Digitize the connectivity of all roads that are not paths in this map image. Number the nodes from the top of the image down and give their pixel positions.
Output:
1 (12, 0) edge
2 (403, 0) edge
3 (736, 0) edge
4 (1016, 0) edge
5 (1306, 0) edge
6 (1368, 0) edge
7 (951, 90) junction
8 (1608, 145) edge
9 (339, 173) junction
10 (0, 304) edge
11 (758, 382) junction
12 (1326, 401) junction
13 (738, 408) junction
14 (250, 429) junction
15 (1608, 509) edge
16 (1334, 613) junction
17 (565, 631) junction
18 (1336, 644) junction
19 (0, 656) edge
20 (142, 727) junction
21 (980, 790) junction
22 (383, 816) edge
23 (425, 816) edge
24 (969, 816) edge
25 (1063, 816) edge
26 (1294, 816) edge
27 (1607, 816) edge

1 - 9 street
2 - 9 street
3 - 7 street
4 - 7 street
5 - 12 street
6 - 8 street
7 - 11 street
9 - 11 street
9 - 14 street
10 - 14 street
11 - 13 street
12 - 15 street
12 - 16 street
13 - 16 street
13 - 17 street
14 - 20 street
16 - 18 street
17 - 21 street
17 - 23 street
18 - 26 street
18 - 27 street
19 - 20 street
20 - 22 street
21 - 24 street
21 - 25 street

_Your task:_ Repeat all the material, keeping each line identical.

_Response for this exercise:_
Digitize the connectivity of all roads that are not paths in this map image. Number the nodes from the top of the image down and give their pixel positions.
Output:
1 (12, 0) edge
2 (403, 0) edge
3 (736, 0) edge
4 (1016, 0) edge
5 (1306, 0) edge
6 (1368, 0) edge
7 (951, 90) junction
8 (1608, 145) edge
9 (339, 173) junction
10 (0, 304) edge
11 (758, 382) junction
12 (1326, 401) junction
13 (738, 408) junction
14 (250, 429) junction
15 (1608, 509) edge
16 (1334, 613) junction
17 (565, 631) junction
18 (1336, 644) junction
19 (0, 656) edge
20 (142, 727) junction
21 (980, 790) junction
22 (383, 816) edge
23 (425, 816) edge
24 (969, 816) edge
25 (1063, 816) edge
26 (1294, 816) edge
27 (1607, 816) edge

1 - 9 street
2 - 9 street
3 - 7 street
4 - 7 street
5 - 12 street
6 - 8 street
7 - 11 street
9 - 11 street
9 - 14 street
10 - 14 street
11 - 13 street
12 - 15 street
12 - 16 street
13 - 16 street
13 - 17 street
14 - 20 street
16 - 18 street
17 - 21 street
17 - 23 street
18 - 26 street
18 - 27 street
19 - 20 street
20 - 22 street
21 - 24 street
21 - 25 street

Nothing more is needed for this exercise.